All lines in the entries below that hold "bold" make up the answer.

RECORDS FOR THIS EXERCISE section start

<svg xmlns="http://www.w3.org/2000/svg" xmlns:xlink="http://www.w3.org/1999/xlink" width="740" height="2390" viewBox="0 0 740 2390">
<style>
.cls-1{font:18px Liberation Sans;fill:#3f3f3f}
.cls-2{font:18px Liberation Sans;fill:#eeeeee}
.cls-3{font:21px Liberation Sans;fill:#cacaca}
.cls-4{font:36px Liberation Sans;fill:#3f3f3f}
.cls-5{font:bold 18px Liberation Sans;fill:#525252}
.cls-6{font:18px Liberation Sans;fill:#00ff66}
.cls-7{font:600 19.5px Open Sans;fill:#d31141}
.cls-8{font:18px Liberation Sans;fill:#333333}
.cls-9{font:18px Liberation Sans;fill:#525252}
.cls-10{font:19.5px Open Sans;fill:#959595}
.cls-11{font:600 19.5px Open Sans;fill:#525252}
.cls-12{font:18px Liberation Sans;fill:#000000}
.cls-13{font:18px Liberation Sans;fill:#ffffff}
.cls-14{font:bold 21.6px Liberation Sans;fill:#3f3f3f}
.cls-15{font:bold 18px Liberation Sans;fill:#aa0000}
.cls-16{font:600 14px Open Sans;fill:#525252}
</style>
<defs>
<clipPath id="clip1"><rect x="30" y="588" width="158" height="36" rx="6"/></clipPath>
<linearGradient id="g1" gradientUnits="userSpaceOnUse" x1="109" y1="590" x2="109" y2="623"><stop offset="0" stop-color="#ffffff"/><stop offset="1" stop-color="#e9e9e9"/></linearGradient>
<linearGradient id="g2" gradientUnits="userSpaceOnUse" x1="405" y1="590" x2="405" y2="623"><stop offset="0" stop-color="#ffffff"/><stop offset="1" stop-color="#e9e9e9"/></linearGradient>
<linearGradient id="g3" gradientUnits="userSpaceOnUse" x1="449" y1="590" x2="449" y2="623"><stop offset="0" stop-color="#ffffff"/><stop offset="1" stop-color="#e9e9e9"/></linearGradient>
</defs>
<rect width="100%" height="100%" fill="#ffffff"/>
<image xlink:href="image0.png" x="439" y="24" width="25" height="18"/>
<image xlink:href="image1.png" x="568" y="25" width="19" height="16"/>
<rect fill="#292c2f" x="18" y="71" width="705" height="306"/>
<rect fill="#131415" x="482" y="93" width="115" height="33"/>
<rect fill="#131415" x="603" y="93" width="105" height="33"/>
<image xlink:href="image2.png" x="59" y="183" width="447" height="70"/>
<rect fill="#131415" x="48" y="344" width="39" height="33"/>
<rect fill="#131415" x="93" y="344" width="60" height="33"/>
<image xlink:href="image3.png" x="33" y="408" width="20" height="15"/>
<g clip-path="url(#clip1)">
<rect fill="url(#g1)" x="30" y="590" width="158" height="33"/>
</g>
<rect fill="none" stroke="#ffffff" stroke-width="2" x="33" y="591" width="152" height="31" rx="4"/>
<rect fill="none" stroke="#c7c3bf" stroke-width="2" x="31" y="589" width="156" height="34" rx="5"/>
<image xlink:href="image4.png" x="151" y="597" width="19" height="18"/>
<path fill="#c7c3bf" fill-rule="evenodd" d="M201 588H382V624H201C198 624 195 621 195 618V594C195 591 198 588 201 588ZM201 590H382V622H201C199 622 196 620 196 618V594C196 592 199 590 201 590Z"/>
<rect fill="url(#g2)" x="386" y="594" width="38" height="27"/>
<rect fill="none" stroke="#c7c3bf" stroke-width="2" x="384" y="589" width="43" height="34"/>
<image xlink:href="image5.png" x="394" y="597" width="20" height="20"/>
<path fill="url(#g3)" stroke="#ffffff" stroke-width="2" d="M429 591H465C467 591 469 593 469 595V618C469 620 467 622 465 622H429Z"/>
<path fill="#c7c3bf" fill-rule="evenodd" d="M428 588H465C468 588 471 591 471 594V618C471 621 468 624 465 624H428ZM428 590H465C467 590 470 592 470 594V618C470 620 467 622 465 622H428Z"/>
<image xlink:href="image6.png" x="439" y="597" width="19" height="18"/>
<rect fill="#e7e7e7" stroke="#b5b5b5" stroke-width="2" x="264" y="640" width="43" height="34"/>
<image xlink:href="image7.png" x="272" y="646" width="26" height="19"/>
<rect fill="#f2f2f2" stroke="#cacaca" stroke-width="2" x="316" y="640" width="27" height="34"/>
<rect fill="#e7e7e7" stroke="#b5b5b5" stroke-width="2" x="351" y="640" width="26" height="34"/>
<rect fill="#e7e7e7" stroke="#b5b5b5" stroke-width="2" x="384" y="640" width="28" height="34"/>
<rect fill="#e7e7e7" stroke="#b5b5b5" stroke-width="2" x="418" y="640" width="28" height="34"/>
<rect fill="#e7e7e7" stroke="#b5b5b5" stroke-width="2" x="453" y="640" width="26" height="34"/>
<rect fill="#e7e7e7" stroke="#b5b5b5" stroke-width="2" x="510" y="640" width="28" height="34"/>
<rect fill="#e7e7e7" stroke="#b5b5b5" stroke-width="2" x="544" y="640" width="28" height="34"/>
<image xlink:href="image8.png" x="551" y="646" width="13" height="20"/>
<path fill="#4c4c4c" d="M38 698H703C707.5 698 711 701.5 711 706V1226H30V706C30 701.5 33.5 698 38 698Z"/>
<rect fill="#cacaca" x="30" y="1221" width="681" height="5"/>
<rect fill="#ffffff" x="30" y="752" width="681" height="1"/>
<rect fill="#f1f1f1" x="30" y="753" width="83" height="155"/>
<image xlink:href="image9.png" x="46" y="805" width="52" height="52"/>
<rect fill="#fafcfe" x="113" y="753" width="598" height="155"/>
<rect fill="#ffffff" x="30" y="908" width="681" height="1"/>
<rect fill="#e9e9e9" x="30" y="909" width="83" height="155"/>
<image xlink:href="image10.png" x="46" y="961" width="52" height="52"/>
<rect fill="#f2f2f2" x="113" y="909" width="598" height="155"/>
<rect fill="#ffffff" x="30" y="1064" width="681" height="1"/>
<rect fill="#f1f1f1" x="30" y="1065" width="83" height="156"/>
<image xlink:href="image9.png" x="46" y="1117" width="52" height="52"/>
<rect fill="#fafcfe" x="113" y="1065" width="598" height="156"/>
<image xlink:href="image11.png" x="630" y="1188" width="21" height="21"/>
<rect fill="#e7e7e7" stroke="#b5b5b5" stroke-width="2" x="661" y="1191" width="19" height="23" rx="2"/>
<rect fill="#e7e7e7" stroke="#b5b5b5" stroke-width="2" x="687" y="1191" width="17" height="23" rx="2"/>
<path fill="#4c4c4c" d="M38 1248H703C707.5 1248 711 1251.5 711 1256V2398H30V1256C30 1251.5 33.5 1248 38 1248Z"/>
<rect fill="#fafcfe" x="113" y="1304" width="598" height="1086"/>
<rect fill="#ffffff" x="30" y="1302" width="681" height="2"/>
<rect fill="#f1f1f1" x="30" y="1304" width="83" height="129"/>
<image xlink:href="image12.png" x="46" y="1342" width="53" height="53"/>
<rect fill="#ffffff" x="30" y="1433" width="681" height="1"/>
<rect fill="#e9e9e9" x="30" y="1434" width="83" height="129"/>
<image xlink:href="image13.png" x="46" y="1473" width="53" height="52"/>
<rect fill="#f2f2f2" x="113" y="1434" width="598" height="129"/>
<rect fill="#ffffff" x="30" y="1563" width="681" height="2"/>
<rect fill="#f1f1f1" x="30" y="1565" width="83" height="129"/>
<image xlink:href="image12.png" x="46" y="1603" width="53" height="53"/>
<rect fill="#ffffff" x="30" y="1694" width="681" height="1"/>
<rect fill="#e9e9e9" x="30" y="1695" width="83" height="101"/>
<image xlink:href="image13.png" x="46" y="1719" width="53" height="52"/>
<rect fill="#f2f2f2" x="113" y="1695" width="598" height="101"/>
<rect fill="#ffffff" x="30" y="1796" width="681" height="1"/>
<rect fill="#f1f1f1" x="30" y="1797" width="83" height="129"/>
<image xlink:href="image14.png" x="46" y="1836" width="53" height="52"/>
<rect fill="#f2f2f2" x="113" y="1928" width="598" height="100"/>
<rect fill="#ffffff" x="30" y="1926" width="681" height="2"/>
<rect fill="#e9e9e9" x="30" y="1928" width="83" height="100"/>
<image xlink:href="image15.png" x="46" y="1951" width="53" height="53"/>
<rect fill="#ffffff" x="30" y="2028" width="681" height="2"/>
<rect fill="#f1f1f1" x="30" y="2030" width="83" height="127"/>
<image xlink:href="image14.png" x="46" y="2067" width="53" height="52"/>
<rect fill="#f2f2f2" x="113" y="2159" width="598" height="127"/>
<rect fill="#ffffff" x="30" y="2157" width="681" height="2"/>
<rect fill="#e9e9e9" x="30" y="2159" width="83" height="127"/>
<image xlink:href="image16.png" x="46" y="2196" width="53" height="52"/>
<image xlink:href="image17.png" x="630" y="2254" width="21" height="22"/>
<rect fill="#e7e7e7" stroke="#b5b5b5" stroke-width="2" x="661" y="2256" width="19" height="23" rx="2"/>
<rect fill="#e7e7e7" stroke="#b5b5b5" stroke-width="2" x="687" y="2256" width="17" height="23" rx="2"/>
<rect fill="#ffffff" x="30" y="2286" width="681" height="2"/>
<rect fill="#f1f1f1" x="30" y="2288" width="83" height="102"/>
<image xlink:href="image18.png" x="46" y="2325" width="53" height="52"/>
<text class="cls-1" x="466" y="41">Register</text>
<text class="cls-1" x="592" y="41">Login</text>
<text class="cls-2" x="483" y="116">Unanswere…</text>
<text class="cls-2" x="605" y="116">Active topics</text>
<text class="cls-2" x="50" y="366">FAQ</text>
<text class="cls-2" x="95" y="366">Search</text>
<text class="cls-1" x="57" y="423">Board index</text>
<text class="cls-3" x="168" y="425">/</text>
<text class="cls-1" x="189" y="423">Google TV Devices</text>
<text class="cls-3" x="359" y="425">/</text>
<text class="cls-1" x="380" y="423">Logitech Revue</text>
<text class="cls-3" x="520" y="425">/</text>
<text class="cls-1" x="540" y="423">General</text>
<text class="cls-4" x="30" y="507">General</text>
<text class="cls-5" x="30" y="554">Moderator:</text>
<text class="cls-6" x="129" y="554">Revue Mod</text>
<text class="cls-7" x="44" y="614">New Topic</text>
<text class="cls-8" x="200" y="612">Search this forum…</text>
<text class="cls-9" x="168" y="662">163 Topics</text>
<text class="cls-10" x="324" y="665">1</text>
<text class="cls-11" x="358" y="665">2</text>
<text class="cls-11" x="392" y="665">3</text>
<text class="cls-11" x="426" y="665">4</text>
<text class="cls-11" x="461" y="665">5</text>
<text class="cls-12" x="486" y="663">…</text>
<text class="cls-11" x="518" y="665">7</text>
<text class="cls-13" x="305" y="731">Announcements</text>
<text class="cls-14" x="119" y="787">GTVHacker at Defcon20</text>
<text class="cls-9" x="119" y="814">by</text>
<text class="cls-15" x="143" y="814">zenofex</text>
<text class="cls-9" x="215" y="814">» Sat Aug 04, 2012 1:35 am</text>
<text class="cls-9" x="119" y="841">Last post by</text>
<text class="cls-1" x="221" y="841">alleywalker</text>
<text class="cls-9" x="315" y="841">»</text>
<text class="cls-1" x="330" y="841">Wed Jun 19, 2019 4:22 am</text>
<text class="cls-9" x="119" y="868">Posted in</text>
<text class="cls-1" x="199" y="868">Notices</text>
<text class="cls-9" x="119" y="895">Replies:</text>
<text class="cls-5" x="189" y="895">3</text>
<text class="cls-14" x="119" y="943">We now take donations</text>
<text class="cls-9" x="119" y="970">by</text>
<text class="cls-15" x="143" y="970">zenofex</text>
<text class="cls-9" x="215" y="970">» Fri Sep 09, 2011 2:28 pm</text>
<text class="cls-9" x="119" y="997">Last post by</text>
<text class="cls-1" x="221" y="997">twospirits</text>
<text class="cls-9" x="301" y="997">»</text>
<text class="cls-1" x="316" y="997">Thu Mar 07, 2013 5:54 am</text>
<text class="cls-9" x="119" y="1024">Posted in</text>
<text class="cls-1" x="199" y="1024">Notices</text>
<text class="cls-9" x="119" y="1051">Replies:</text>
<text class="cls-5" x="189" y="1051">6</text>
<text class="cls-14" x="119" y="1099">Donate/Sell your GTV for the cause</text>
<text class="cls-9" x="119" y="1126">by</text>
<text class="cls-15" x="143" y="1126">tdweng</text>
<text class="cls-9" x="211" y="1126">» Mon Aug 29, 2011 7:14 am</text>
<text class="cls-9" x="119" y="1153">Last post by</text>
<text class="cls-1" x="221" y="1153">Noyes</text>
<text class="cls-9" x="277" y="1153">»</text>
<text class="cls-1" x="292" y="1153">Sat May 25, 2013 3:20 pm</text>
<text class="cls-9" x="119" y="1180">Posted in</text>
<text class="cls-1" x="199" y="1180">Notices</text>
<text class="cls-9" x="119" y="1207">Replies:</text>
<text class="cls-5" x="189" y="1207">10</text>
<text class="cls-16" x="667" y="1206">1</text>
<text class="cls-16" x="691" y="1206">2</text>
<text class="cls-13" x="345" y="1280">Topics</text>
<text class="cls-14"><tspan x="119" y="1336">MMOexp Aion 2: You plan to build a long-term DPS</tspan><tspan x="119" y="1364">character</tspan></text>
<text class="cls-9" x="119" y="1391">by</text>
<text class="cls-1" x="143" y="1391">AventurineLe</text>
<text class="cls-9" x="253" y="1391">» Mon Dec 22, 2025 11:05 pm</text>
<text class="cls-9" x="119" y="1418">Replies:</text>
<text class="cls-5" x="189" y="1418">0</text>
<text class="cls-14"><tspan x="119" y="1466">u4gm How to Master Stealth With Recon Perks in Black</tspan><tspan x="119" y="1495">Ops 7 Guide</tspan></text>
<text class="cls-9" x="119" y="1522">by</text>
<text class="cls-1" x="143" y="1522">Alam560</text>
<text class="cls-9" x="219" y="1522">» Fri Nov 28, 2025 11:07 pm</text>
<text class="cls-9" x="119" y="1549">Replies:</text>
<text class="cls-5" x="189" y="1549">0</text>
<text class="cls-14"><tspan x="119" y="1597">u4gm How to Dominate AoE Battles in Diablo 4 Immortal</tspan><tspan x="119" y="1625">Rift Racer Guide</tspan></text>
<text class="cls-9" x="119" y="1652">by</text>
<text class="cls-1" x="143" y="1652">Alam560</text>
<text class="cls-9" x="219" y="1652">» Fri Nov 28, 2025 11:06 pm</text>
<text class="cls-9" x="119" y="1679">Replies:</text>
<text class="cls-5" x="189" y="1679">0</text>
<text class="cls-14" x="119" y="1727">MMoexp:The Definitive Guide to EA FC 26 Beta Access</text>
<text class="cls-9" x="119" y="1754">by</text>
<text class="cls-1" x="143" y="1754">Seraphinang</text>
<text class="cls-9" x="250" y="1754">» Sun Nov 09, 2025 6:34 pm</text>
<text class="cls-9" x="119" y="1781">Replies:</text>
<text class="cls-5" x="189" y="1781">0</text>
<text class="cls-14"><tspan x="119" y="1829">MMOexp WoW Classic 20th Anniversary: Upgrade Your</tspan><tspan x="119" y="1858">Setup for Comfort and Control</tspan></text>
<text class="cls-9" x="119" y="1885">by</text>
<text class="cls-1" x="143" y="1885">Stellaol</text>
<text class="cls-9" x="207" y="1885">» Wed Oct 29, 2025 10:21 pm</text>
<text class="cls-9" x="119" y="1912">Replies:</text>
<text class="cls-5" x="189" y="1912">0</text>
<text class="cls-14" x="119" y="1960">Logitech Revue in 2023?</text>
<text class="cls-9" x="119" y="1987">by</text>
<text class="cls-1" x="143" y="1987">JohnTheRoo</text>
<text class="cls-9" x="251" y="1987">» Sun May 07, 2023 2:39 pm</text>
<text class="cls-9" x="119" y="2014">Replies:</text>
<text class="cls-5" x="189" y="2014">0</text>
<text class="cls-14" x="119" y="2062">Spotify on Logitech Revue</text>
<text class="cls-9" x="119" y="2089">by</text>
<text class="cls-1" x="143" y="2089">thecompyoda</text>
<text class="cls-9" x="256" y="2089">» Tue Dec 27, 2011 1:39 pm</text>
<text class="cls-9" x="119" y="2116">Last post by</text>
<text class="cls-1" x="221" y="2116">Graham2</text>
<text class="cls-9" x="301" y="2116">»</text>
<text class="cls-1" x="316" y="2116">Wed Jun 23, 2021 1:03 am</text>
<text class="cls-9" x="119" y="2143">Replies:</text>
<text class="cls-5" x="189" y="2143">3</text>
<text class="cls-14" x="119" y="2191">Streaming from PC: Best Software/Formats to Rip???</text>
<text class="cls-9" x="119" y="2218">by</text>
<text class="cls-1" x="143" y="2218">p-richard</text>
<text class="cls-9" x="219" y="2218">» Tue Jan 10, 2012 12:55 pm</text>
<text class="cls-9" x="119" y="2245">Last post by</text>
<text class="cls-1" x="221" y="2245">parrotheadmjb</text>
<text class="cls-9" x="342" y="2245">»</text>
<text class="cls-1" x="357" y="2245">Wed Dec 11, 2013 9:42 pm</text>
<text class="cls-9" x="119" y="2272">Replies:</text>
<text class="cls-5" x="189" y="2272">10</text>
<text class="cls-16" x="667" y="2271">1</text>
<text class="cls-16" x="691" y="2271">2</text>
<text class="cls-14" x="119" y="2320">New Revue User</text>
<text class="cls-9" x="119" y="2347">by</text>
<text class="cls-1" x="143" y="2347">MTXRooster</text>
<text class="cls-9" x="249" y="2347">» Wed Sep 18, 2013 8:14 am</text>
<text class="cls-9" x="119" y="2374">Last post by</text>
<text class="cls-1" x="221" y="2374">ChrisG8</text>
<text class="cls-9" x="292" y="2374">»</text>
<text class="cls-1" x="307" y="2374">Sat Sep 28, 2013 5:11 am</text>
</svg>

RECORDS FOR THIS EXERCISE section end
RECORDS FOR THIS EXERCISE section start

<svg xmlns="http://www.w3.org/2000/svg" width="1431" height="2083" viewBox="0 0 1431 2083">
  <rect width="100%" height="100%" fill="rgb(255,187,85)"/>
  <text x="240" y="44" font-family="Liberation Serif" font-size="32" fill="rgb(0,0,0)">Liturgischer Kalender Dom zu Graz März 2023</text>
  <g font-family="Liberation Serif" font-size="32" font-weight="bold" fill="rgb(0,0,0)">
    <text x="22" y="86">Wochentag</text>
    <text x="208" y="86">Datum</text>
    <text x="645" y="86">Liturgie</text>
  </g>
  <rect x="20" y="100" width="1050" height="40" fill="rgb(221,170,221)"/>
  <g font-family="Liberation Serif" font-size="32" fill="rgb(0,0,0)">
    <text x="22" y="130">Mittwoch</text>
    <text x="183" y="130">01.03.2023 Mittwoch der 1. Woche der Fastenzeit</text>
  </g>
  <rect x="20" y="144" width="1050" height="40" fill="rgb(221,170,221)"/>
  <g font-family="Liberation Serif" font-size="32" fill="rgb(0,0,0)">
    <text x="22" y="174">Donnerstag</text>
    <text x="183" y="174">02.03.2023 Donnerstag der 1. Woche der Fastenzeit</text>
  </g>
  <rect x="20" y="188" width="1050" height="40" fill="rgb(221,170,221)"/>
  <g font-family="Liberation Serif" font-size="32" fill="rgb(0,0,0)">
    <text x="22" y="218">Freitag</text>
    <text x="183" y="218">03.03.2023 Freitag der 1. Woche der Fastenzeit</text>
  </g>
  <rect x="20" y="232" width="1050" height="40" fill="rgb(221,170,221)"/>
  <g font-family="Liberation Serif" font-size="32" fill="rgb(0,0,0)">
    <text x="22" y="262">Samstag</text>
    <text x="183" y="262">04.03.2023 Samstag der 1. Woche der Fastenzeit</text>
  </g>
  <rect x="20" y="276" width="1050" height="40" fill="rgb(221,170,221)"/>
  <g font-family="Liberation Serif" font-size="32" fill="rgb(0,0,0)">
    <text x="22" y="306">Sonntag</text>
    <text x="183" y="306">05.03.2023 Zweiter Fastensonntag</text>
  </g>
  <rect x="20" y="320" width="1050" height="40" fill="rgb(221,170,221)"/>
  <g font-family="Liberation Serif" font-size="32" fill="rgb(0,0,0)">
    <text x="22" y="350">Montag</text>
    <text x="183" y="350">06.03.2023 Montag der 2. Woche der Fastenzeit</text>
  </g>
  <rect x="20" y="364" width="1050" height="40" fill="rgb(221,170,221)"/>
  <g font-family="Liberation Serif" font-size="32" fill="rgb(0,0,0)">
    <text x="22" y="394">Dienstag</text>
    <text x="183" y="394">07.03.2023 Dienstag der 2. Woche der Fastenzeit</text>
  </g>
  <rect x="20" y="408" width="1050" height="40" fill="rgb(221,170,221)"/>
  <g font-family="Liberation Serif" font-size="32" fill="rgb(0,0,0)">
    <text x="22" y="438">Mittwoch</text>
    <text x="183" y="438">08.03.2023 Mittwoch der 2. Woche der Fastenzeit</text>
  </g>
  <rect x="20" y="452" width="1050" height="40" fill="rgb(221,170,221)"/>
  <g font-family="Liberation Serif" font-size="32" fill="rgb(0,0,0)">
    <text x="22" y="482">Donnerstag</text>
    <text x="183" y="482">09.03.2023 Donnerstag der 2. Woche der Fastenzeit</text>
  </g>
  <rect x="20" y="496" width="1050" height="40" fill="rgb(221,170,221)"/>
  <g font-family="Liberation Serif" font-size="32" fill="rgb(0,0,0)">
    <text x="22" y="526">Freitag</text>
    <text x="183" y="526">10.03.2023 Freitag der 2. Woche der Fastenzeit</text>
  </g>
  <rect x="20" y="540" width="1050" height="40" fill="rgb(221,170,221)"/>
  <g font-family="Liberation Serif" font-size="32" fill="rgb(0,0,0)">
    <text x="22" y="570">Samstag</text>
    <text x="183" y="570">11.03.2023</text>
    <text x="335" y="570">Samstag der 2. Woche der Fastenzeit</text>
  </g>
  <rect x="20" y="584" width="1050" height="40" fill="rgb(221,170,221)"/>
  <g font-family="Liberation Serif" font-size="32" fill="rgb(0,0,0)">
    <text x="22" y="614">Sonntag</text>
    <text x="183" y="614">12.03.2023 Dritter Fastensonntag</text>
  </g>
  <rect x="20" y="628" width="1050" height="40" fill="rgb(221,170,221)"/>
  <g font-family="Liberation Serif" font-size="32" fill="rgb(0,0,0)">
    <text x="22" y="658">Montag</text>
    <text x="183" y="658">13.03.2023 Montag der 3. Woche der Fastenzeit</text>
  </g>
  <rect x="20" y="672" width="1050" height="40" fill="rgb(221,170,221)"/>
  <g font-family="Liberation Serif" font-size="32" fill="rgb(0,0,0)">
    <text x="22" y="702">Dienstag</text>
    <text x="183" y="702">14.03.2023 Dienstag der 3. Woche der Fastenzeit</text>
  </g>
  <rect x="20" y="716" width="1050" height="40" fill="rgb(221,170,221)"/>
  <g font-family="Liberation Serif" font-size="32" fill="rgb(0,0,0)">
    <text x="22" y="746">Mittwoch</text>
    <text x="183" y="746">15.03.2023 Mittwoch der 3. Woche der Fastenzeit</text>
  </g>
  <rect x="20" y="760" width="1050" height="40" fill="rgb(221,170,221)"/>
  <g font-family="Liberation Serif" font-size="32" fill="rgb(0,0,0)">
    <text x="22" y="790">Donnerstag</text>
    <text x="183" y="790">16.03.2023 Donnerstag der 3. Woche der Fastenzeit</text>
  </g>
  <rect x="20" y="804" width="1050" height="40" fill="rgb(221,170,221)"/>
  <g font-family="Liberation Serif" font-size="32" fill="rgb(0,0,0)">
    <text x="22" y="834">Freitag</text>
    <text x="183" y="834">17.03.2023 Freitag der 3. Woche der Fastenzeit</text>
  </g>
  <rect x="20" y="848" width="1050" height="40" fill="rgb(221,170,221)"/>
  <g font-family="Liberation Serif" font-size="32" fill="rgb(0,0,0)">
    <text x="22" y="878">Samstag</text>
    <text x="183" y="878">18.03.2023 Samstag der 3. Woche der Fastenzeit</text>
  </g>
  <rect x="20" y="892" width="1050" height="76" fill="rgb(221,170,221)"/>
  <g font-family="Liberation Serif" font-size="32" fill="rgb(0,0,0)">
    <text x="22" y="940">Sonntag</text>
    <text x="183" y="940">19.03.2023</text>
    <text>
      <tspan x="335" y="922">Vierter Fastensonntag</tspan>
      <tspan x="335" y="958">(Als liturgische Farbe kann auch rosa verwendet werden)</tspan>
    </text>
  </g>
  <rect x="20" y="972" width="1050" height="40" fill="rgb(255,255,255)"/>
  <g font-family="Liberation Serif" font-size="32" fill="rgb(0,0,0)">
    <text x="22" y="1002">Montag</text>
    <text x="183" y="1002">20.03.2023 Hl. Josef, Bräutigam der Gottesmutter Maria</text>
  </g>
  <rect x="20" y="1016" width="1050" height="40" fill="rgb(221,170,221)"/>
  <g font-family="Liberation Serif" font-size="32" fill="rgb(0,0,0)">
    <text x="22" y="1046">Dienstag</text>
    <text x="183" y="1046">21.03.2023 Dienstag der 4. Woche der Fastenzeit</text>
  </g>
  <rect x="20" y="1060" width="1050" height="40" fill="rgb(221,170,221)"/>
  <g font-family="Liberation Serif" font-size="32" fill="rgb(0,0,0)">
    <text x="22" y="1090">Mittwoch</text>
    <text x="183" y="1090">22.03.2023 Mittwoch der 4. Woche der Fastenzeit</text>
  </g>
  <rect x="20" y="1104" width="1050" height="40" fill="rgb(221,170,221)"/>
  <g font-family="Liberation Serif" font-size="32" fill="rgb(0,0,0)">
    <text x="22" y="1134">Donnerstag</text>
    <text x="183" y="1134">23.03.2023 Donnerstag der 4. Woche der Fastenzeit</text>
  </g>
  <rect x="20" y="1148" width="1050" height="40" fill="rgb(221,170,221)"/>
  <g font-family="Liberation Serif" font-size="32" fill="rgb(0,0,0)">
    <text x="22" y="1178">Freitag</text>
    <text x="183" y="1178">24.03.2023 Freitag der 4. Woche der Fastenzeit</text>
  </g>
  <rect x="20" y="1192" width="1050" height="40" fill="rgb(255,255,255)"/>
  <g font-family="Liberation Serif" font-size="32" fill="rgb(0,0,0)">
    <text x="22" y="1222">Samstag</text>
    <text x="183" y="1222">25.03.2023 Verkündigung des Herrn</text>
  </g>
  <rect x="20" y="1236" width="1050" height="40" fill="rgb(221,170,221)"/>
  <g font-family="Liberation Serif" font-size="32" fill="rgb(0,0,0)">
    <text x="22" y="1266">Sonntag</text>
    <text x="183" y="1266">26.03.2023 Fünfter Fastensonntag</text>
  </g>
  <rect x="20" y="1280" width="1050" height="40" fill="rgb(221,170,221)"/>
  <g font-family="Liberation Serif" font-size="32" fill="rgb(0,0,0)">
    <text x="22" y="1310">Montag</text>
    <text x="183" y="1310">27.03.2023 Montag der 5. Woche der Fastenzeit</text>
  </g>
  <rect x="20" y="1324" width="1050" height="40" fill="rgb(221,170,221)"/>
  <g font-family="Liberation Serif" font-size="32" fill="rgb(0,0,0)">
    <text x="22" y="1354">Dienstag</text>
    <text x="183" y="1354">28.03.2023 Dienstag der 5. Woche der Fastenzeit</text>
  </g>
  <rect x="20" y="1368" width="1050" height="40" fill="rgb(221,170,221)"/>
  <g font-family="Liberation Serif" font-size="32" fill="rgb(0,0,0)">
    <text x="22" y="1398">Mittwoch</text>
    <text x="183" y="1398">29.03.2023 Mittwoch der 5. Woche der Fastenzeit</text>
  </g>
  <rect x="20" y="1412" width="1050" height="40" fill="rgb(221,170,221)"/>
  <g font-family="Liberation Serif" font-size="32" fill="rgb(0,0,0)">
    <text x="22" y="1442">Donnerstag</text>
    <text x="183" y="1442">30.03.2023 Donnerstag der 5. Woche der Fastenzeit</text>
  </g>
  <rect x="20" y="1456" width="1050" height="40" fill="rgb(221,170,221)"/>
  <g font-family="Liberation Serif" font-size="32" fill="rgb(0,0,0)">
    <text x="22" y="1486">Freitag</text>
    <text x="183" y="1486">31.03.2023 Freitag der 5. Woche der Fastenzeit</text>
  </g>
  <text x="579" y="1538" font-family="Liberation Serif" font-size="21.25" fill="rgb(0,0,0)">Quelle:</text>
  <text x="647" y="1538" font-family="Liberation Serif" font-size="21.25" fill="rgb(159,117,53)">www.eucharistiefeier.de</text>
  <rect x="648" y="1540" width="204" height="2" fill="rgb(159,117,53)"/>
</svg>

RECORDS FOR THIS EXERCISE section end

**SOLUTION**
.cls-5{font:bold 18px Liberation Sans;fill:#525252}
.cls-14{font:bold 21.6px Liberation Sans;fill:#3f3f3f}
.cls-15{font:bold 18px Liberation Sans;fill:#aa0000}
  <g font-family="Liberation Serif" font-size="32" font-weight="bold" fill="rgb(0,0,0)">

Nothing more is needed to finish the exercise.